Stored data entries:
▽

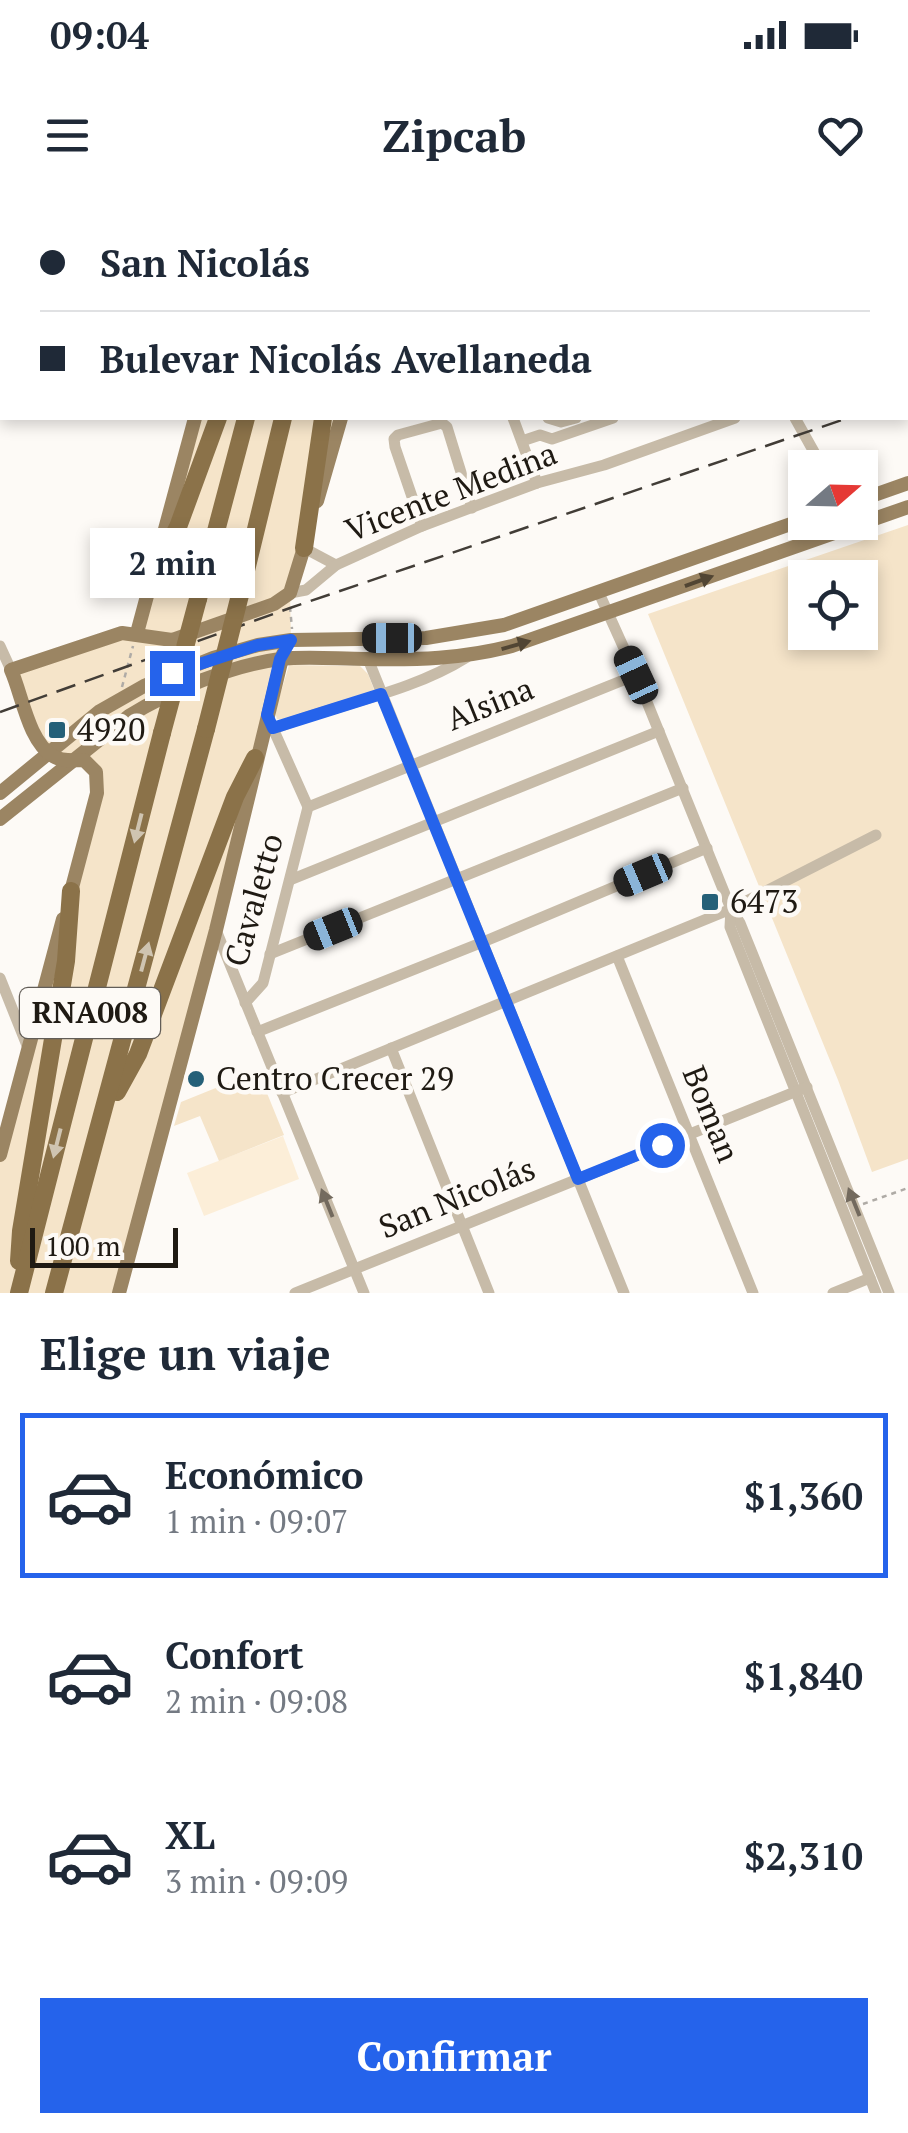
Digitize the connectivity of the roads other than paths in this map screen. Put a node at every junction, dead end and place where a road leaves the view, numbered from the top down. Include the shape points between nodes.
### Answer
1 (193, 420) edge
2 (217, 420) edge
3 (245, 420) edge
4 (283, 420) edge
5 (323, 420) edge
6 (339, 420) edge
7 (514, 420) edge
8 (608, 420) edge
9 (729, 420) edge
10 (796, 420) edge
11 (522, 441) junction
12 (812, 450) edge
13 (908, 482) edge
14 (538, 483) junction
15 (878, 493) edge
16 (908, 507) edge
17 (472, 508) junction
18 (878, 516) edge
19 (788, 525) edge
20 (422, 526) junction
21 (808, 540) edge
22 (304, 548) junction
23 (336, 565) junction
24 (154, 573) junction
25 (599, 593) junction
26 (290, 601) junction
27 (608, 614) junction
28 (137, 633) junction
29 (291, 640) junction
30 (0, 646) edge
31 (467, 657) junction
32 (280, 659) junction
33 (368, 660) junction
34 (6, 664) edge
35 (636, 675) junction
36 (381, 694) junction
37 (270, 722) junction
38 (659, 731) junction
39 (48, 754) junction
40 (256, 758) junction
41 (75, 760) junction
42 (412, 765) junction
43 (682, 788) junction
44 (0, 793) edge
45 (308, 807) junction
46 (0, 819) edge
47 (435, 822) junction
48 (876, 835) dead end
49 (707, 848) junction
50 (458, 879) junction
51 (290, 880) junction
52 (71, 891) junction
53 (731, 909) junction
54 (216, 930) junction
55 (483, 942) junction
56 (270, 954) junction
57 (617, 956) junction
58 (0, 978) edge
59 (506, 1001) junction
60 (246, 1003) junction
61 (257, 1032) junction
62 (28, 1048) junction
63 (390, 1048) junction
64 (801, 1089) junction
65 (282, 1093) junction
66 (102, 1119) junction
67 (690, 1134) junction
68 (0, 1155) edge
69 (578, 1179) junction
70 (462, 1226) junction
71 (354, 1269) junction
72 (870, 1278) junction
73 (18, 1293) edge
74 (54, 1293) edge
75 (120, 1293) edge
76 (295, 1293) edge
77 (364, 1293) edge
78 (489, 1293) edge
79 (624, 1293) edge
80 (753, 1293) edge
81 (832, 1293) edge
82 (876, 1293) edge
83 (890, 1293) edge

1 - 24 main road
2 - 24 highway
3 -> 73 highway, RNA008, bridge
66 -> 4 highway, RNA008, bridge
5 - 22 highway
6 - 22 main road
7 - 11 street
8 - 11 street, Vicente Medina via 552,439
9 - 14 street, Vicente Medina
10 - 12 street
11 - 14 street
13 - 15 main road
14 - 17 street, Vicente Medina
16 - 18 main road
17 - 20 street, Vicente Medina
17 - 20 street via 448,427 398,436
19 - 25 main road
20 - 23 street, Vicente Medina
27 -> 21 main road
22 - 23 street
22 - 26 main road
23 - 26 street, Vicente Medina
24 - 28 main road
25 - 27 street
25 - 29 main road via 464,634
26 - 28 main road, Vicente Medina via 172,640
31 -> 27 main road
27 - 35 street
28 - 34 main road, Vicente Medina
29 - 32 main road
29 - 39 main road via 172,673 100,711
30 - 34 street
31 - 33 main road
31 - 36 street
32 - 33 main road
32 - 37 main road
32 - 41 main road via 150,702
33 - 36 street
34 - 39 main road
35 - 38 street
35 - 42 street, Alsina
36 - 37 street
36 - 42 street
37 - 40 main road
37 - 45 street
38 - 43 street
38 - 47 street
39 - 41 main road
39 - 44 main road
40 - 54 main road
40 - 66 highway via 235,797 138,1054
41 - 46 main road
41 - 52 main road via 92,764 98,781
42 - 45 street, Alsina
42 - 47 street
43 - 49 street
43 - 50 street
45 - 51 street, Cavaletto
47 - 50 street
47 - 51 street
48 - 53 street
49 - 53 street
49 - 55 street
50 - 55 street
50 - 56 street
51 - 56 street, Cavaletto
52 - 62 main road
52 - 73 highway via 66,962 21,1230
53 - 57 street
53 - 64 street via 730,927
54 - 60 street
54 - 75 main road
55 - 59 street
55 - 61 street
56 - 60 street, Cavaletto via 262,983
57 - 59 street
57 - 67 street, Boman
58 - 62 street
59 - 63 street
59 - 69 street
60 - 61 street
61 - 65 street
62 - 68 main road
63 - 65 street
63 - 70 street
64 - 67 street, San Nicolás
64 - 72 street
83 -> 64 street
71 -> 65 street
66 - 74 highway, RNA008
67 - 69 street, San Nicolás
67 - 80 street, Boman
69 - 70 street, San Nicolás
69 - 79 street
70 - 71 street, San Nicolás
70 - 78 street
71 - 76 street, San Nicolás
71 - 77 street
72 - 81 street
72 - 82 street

△

What this task involves ▸ From the data, pick out every line that includes "Vicente".

Result of this task ▸
8 - 11 street, Vicente Medina via 552,439
9 - 14 street, Vicente Medina
14 - 17 street, Vicente Medina
17 - 20 street, Vicente Medina
20 - 23 street, Vicente Medina
23 - 26 street, Vicente Medina
26 - 28 main road, Vicente Medina via 172,640
28 - 34 main road, Vicente Medina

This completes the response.